Hello

My thoughts don’t seem to be able to collect this month. Or last month. I feel as if they’re birds in a cage, fluttering wildly against the bars, trying to do what they were meant to do, but unable to escape. It isn’t necessarily a bad feeling, just a mildly annoying one. (Well, sometimes more than mildly, depending on what I want to say.) I don’t have a silver tongue, my sentences are filled with ‘um’s and ‘uh’s and ‘wait, no, hang on’ and ‘that’s-not-what-I-meant’s. It’s only when I put things down on paper (or type it up) that they seem to form a cohesive thought, something understandable and maybe even enjoyable to read. 

I found myself in a gloomy mood this morning, and the weather only personified it in nature. I love gloomy days, but they usually cheer me up and relax me. Today it felt as if it was sympathizing with me – “I understand, there, there.” However, I don’t LIKE to be stuck in a bad mood, so I came downstairs and did a lot of heavy thinking. Heavy, abstract, Piccasso-ish thinking. And I read my Bible, and you know the verse that says Be still, and know that I am God? That one really struck me. I thought – how often am I still, just to listen to Him? How can I actually just know that He is God? They might seem childishly simple, but they felt pretty complex to me.

But then, I’m a Bear of Very Little Brain and I was able to quench my bad mood with some spiritual thought and this picture. I feel a bit sorry for him; I pencilled my bad mood out onto paper and he took the brunt. He looks it, too. He needs a cookie. Poor piskie.

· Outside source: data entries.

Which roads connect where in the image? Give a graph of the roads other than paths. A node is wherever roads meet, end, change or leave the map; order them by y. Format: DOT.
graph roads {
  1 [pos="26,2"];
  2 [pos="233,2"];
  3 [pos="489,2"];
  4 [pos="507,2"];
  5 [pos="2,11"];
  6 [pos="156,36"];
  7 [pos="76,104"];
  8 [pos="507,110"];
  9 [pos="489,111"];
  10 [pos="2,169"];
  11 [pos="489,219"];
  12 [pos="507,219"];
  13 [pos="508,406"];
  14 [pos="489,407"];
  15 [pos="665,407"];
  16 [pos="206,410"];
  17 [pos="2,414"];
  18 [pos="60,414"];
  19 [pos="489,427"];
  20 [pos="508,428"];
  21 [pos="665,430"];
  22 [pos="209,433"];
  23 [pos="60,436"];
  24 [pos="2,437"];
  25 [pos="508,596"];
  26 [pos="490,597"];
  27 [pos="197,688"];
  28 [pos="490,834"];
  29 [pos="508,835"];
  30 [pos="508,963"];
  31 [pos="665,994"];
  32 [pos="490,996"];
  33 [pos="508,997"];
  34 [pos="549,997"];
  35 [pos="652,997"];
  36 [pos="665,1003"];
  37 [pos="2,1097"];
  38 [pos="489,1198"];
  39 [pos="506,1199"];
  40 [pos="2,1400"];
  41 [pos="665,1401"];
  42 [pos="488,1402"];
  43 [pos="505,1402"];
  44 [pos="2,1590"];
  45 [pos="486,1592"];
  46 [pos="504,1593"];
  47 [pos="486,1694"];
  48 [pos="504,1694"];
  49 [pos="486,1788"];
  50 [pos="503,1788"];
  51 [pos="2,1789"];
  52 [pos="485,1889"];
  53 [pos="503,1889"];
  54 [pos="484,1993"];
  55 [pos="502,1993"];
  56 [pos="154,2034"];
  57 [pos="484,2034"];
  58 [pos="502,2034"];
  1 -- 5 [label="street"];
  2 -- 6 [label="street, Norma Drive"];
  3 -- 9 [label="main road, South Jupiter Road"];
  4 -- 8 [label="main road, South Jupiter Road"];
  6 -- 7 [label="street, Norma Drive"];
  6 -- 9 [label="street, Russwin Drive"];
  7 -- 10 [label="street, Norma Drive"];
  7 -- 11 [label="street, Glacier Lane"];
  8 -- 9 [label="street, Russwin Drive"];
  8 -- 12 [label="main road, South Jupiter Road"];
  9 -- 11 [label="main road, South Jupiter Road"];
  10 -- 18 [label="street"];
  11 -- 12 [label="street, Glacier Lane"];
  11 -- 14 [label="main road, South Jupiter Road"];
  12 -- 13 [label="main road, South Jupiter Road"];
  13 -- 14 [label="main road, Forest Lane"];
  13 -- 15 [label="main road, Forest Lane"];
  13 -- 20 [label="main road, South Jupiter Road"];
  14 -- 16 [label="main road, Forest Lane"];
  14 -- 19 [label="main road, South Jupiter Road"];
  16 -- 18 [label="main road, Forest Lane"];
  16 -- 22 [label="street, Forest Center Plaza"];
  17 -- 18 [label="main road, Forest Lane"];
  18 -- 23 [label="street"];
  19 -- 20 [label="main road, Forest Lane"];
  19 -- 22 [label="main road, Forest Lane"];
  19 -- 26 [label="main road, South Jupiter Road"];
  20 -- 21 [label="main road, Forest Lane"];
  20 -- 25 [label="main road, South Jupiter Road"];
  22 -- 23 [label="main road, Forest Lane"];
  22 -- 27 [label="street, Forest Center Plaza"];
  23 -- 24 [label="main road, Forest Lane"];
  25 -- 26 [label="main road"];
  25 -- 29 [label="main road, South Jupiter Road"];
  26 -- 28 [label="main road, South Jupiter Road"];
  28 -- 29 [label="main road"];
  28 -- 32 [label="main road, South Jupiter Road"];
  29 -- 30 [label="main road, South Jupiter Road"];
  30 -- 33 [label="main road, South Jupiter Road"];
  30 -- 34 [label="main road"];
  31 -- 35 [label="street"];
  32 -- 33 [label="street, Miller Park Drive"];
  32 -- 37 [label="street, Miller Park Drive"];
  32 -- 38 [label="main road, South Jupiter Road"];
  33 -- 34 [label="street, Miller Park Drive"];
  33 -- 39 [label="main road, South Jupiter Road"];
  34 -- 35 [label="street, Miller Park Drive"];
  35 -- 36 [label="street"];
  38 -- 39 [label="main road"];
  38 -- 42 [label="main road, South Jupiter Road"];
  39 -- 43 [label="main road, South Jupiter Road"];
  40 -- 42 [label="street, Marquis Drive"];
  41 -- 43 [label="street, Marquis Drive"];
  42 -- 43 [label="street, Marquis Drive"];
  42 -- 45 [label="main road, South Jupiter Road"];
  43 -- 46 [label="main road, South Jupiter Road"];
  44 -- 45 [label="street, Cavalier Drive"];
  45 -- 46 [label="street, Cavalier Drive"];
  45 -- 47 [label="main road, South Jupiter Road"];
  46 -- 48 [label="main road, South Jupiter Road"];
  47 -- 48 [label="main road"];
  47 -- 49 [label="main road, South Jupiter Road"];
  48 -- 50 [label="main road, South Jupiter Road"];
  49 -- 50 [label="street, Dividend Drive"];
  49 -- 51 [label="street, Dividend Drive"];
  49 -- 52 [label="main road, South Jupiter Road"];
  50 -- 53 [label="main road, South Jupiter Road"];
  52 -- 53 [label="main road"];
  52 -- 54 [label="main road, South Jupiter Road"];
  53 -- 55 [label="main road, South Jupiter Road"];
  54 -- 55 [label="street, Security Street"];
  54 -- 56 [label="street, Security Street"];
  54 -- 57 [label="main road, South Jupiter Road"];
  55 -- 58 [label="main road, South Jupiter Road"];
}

Oddly enough, it helped. It was very relaxing and bad-mood-banishing, and it was one of the rare times that the pencil in my hand actually does what I want it to and I felt very satisfied because it looks like a mix of styles – Burdge and Tony Diterlizzi. Which is a combination that really cannot be beat.

However, to get back to subject of muddled thoughts – see? I can’t even think in a straight line on my BLOG, for crying out loud! – do you ever feel as if there are a million things you want to say, but you have no way to say them? I could have a megaphone and an amplifier set up in front of me, along with one of those little clip-on microphones, and I would still be unable to open my mouth and do anything but squeak “Er.”

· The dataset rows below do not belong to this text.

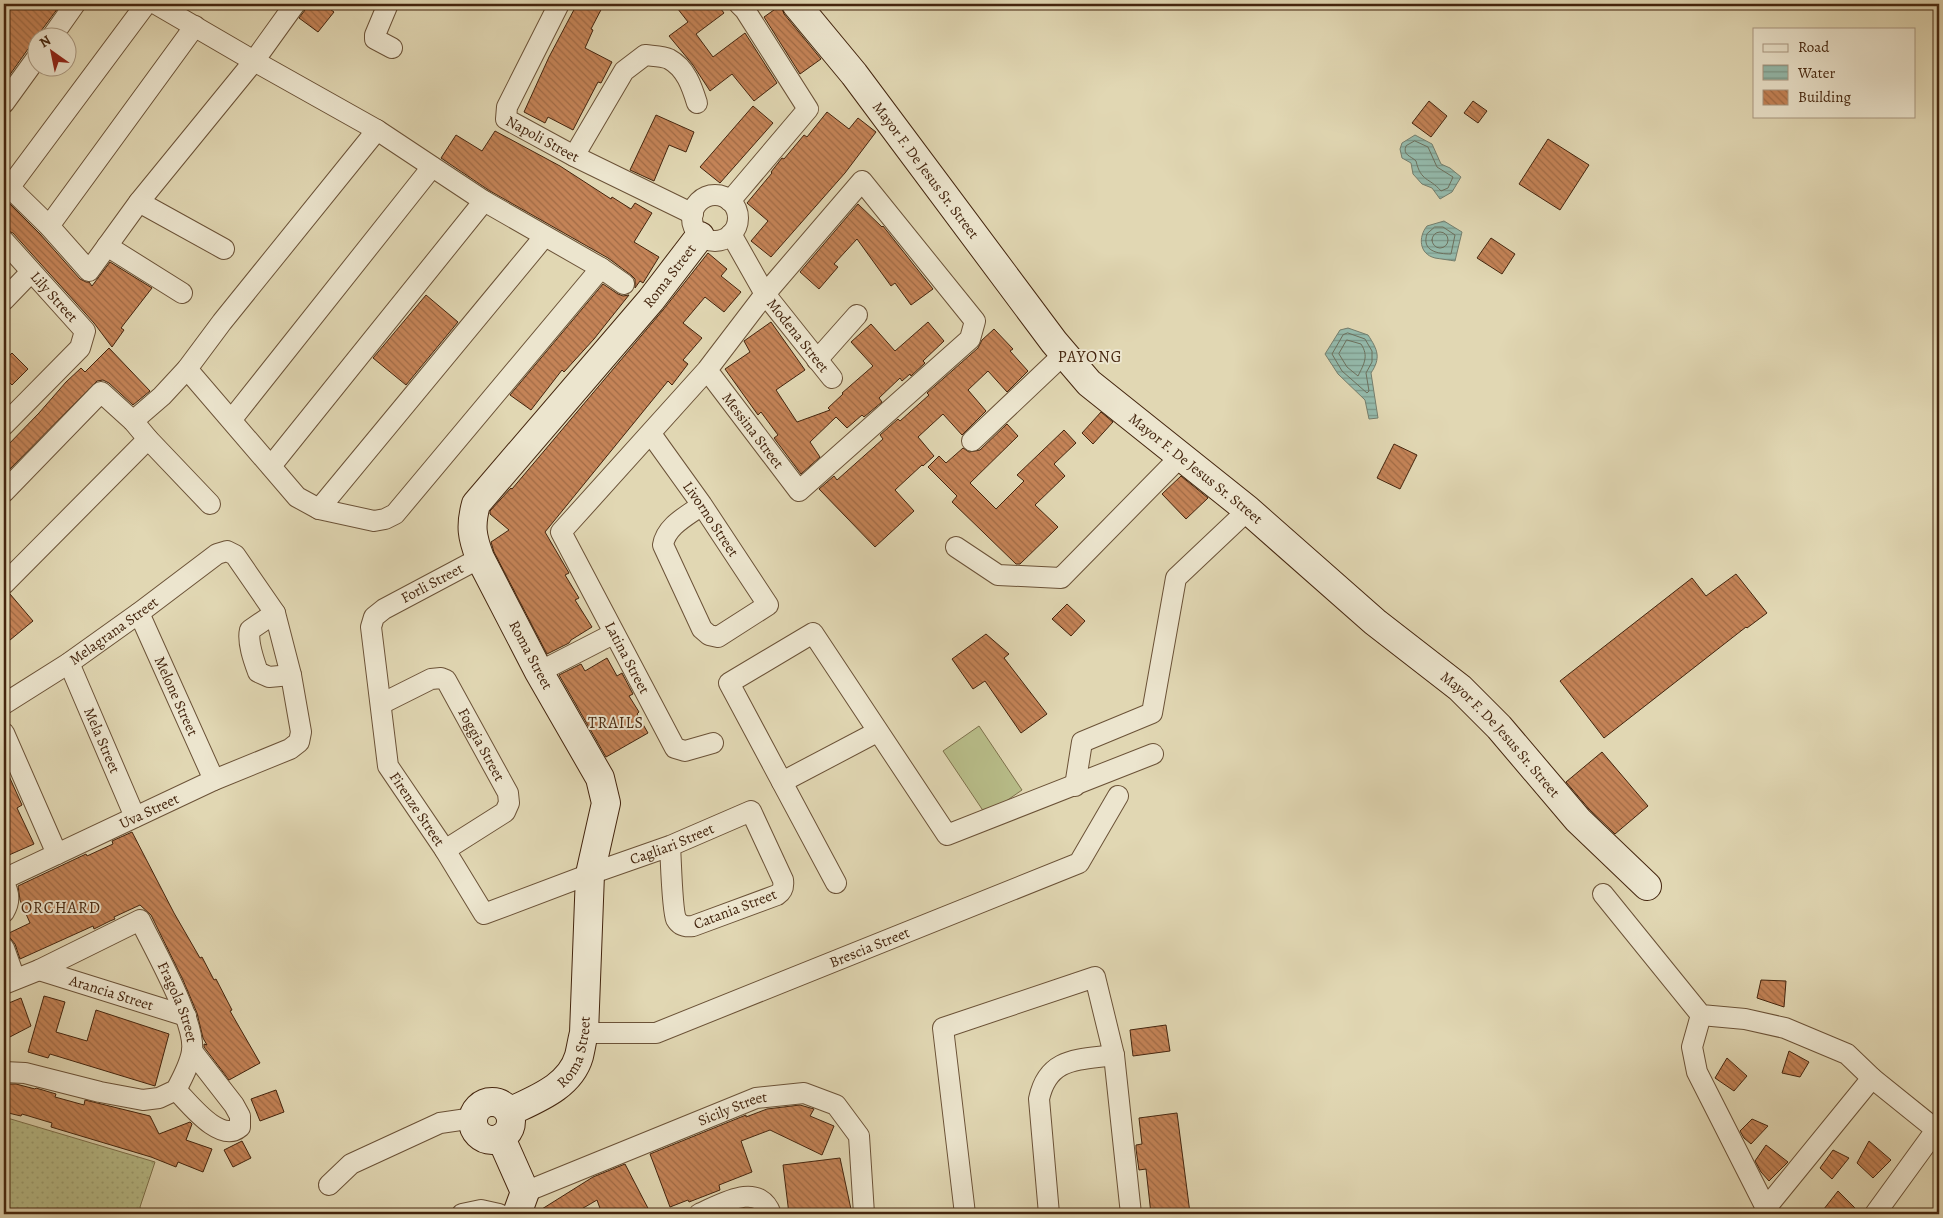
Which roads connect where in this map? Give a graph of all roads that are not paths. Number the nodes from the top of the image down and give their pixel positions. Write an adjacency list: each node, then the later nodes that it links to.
1 (75, 4): 10 (street)
2 (146, 4): 19 (street)
3 (156, 4): 9 (street)
4 (295, 4): 12 (street)
5 (388, 4): 11 (street)
6 (558, 4): 17 (street, Napoli Street)
7 (739, 4): 21 (street)
8 (796, 4): 37 (street, Mayor F. De Jesus Sr. Street)
9 (196, 26): 12 (street); 24 (street)
10 (58, 28)
11 (392, 48)
12 (254, 61): 16 (street); 22 (street)
13 (28, 70): 14 (street)
14 (4, 103)
15 (697, 103): 17 (street)
16 (377, 130): 18 (street); 39 (street)
17 (574, 156): 23 (street, Napoli Street)
18 (432, 167): 20 (street); 42 (street)
19 (6, 185): 24 (street)
20 (484, 201): 26 (street); 49 (street)
21 (730, 201): 23 (street); 25 (street)
22 (138, 202): 28 (street); 29 (street)
23 (696, 225): 25 (street); 56 (street, Roma Street)
24 (49, 226): 28 (street)
25 (731, 234): 34 (street, Modena Street)
26 (544, 237): 30 (street); 53 (street)
27 (4, 241): 31 (street, Lily Street)
28 (107, 246): 33 (street)
29 (224, 249)
30 (601, 268): 32 (street); 53 (street)
31 (31, 272): 35 (street); 44 (street, Lily Street)
32 (624, 284)
33 (182, 293)
34 (765, 294): 38 (street, Modena Street); 40 (street); 40 (street, Messina Street)
35 (4, 300)
36 (857, 315): 38 (street)
37 (1064, 354): 47 (street); 48 (street, Mayor F. De Jesus Sr. Street)
38 (817, 360): 41 (street, Modena Street)
39 (187, 369): 42 (street); 43 (street)
40 (707, 370): 45 (street)
41 (832, 378)
42 (232, 419): 49 (street)
43 (134, 421): 46 (street); 50 (street)
44 (4, 425)
45 (651, 434): 52 (street, Livorno Street); 61 (street, Latina Street)
46 (148, 439): 51 (street); 57 (street)
47 (972, 441)
48 (1180, 458): 54 (street, Mayor F. De Jesus Sr. Street); 55 (street)
49 (271, 466): 53 (street)
50 (4, 492)
51 (210, 504)
52 (702, 506): 52 (street, Livorno Street)
53 (319, 509)
54 (1248, 510): 73 (street); 84 (street, Mayor F. De Jesus Sr. Street)
55 (956, 547)
56 (480, 558): 58 (street, Forli Street); 63 (street, Roma Street)
57 (4, 584)
58 (384, 609): 66 (street, Firenze Street)
59 (138, 613): 60 (street, Melagrana Street); 62 (street, Melagrana Street); 71 (street, Melone Street)
60 (275, 613): 64 (street); 64 (street)
61 (613, 634): 63 (street); 69 (street, Latina Street)
62 (69, 663): 65 (street, Melagrana Street); 76 (street, Mela Street)
63 (539, 672): 80 (street, Roma Street)
64 (291, 675): 71 (street, Uva Street)
65 (4, 704)
66 (381, 704): 78 (street, Firenze Street); 78 (street, Foggia Street)
67 (877, 732): 72 (street); 72 (street); 73 (street)
68 (4, 733): 79 (street)
69 (713, 743)
70 (1153, 754): 73 (street)
71 (214, 780): 76 (street, Uva Street)
72 (782, 782): 82 (street)
73 (1075, 786)
74 (1118, 796): 93 (street, Brescia Street)
75 (751, 811): 77 (street, Cagliari Street); 77 (street, Catania Street)
76 (135, 817): 79 (street, Uva Street)
77 (670, 846): 80 (street, Cagliari Street)
78 (445, 850): 87 (street, Firenze Street)
79 (57, 854): 81 (street, Uva Street)
80 (590, 874): 87 (street, Cagliari Street); 93 (street, Roma Street)
81 (4, 879)
82 (836, 883)
83 (4, 884): 86 (street)
84 (1648, 886)
85 (1603, 894): 91 (street)
86 (4, 912)
87 (484, 914)
88 (4, 948): 90 (street)
89 (39, 970): 90 (street, Fragola Street); 92 (street, Arancia Street); 92 (street, Fragola Street)
90 (9, 981)
91 (1701, 1015): 97 (street); 105 (street)
92 (186, 1016): 94 (street, Fragola Street)
93 (584, 1033): 99 (street, Roma Street)
94 (192, 1051): 98 (street, Fragola Street); 98 (street)
95 (1114, 1055): 111 (street); 112 (street); 113 (street)
96 (4, 1072): 98 (street)
97 (1872, 1078): 101 (street); 105 (street)
98 (176, 1090)
99 (509, 1112): 100 (street); 102 (street)
100 (474, 1118): 102 (street); 103 (street)
101 (1938, 1131): 114 (street)
102 (501, 1138): 104 (street)
103 (329, 1185)
104 (521, 1203): 110 (street, Sicily Street)
105 (1767, 1211)
106 (462, 1214): 107 (street)
107 (499, 1214)
108 (699, 1214): 109 (street)
109 (771, 1214)
110 (864, 1214)
111 (965, 1214)
112 (1049, 1214)
113 (1131, 1214)
114 (1875, 1214)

It’s odd I should feel so scattered – that’s the word! Scattered! – considering life is looking up. My brain seems to have wrapped itself – FINALLY – around algebra, and I”m nearly done with it – a month more, maybe – and, while this may not seem like a big deal to you, it is to me. Compare it to a helicopter rescuing a drowning swimmer who’s being attacked by sharks and sucked into a vortex.

I know I always feel a little broody when I’m starting a book – when I’m starting a book that requires deep thought, anyhow. Since I’ve begun the Shadows Lengthen, my mind has been serious and deep and my Facebooking has been fluffly and fangirly (apparently I can’t do both). Remember when I said in THIS post

our brains are too full of the cosmos inside, spinning with ideas and characters and plots and subplots and lines and situations and costumes and details and POV’s and books that most information we receive tends to leak out drains marked ‘Unimportant.’ (Which is, of course, very handy for a writer, but awful for life skills.)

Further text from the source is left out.